**DIRECTIONS FOR THIS TASK:** Each entry that follows needs to be written out exactly, with nothing left out.

Extracted data entries:
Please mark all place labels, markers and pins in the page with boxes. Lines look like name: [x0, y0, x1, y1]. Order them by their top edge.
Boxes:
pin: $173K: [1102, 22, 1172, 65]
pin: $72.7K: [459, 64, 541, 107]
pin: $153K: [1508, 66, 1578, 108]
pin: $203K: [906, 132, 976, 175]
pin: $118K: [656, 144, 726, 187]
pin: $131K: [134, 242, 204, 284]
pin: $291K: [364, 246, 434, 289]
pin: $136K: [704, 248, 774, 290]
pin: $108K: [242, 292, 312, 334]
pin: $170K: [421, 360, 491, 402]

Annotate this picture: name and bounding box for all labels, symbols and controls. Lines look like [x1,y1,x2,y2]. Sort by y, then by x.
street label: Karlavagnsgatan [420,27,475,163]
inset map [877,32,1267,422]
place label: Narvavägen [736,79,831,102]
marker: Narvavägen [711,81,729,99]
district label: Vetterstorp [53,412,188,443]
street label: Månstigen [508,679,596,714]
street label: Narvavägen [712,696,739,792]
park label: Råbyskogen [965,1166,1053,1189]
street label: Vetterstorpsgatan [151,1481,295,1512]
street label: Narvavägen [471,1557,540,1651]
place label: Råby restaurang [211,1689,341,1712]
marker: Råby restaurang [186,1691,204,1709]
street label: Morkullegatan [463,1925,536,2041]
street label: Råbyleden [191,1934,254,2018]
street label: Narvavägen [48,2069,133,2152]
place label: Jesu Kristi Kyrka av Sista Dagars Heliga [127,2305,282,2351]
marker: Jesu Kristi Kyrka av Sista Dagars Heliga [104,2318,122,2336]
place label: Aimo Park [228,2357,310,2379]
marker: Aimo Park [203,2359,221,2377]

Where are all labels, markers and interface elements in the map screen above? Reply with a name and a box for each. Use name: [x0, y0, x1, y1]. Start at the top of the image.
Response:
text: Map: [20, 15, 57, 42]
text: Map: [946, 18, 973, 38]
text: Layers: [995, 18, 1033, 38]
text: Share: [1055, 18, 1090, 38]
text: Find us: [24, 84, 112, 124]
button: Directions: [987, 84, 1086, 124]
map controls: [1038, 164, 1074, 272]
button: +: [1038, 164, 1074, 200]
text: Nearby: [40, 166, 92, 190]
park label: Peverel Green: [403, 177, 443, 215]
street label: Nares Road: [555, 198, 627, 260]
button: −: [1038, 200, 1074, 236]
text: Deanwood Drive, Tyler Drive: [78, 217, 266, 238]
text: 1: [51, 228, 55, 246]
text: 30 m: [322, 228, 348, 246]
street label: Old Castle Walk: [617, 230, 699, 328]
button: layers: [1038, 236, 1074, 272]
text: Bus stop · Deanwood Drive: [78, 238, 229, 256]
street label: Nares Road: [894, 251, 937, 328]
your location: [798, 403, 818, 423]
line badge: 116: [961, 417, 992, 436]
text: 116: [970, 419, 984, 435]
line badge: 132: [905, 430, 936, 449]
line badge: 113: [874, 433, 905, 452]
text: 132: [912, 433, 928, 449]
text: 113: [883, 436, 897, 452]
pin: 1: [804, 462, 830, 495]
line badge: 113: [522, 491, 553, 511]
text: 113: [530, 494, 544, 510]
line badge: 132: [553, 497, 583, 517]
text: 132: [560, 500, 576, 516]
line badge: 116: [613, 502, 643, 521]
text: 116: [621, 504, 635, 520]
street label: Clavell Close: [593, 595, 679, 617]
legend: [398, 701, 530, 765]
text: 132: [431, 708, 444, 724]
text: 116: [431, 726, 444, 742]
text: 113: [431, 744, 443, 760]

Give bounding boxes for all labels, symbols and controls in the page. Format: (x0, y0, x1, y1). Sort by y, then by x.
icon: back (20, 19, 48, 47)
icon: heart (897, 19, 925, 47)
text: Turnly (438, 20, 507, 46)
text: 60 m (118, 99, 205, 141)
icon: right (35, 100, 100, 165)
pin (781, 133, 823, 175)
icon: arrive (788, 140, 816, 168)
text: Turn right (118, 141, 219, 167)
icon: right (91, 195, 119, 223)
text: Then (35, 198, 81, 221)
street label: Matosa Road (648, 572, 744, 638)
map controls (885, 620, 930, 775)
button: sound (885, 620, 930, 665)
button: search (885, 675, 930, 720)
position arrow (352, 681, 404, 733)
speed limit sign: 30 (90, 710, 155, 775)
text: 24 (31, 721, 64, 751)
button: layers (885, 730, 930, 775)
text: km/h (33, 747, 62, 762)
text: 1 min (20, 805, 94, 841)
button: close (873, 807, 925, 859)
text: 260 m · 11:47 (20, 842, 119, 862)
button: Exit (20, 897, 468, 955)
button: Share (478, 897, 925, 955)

**RESPONSE BOX:**
Please mark all place labels, markers and pins in the page with boxes. Lines look like name: [x0, y0, x1, y1]. Order them by their top edge.
Boxes:
pin: $173K: [1102, 22, 1172, 65]
pin: $72.7K: [459, 64, 541, 107]
pin: $153K: [1508, 66, 1578, 108]
pin: $203K: [906, 132, 976, 175]
pin: $118K: [656, 144, 726, 187]
pin: $131K: [134, 242, 204, 284]
pin: $291K: [364, 246, 434, 289]
pin: $136K: [704, 248, 774, 290]
pin: $108K: [242, 292, 312, 334]
pin: $170K: [421, 360, 491, 402]

Annotate this picture: name and bounding box for all labels, symbols and controls. Lines look like [x1,y1,x2,y2]. Sort by y, then by x.
street label: Karlavagnsgatan [420,27,475,163]
inset map [877,32,1267,422]
place label: Narvavägen [736,79,831,102]
marker: Narvavägen [711,81,729,99]
district label: Vetterstorp [53,412,188,443]
street label: Månstigen [508,679,596,714]
street label: Narvavägen [712,696,739,792]
park label: Råbyskogen [965,1166,1053,1189]
street label: Vetterstorpsgatan [151,1481,295,1512]
street label: Narvavägen [471,1557,540,1651]
place label: Råby restaurang [211,1689,341,1712]
marker: Råby restaurang [186,1691,204,1709]
street label: Morkullegatan [463,1925,536,2041]
street label: Råbyleden [191,1934,254,2018]
street label: Narvavägen [48,2069,133,2152]
place label: Jesu Kristi Kyrka av Sista Dagars Heliga [127,2305,282,2351]
marker: Jesu Kristi Kyrka av Sista Dagars Heliga [104,2318,122,2336]
place label: Aimo Park [228,2357,310,2379]
marker: Aimo Park [203,2359,221,2377]

Where are all labels, markers and interface elements in the map screen above? Reply with a name and a box for each. Use name: [x0, y0, x1, y1]. Start at the top of the image.
Response:
text: Map: [20, 15, 57, 42]
text: Map: [946, 18, 973, 38]
text: Layers: [995, 18, 1033, 38]
text: Share: [1055, 18, 1090, 38]
text: Find us: [24, 84, 112, 124]
button: Directions: [987, 84, 1086, 124]
map controls: [1038, 164, 1074, 272]
button: +: [1038, 164, 1074, 200]
text: Nearby: [40, 166, 92, 190]
park label: Peverel Green: [403, 177, 443, 215]
street label: Nares Road: [555, 198, 627, 260]
button: −: [1038, 200, 1074, 236]
text: Deanwood Drive, Tyler Drive: [78, 217, 266, 238]
text: 1: [51, 228, 55, 246]
text: 30 m: [322, 228, 348, 246]
street label: Old Castle Walk: [617, 230, 699, 328]
button: layers: [1038, 236, 1074, 272]
text: Bus stop · Deanwood Drive: [78, 238, 229, 256]
street label: Nares Road: [894, 251, 937, 328]
your location: [798, 403, 818, 423]
line badge: 116: [961, 417, 992, 436]
text: 116: [970, 419, 984, 435]
line badge: 132: [905, 430, 936, 449]
line badge: 113: [874, 433, 905, 452]
text: 132: [912, 433, 928, 449]
text: 113: [883, 436, 897, 452]
pin: 1: [804, 462, 830, 495]
line badge: 113: [522, 491, 553, 511]
text: 113: [530, 494, 544, 510]
line badge: 132: [553, 497, 583, 517]
text: 132: [560, 500, 576, 516]
line badge: 116: [613, 502, 643, 521]
text: 116: [621, 504, 635, 520]
street label: Clavell Close: [593, 595, 679, 617]
legend: [398, 701, 530, 765]
text: 132: [431, 708, 444, 724]
text: 116: [431, 726, 444, 742]
text: 113: [431, 744, 443, 760]

Give bounding boxes for all labels, symbols and controls in the page. Format: (x0, y0, x1, y1). Sort by y, then by x.
icon: back (20, 19, 48, 47)
icon: heart (897, 19, 925, 47)
text: Turnly (438, 20, 507, 46)
text: 60 m (118, 99, 205, 141)
icon: right (35, 100, 100, 165)
pin (781, 133, 823, 175)
icon: arrive (788, 140, 816, 168)
text: Turn right (118, 141, 219, 167)
icon: right (91, 195, 119, 223)
text: Then (35, 198, 81, 221)
street label: Matosa Road (648, 572, 744, 638)
map controls (885, 620, 930, 775)
button: sound (885, 620, 930, 665)
button: search (885, 675, 930, 720)
position arrow (352, 681, 404, 733)
speed limit sign: 30 (90, 710, 155, 775)
text: 24 (31, 721, 64, 751)
button: layers (885, 730, 930, 775)
text: km/h (33, 747, 62, 762)
text: 1 min (20, 805, 94, 841)
button: close (873, 807, 925, 859)
text: 260 m · 11:47 (20, 842, 119, 862)
button: Exit (20, 897, 468, 955)
button: Share (478, 897, 925, 955)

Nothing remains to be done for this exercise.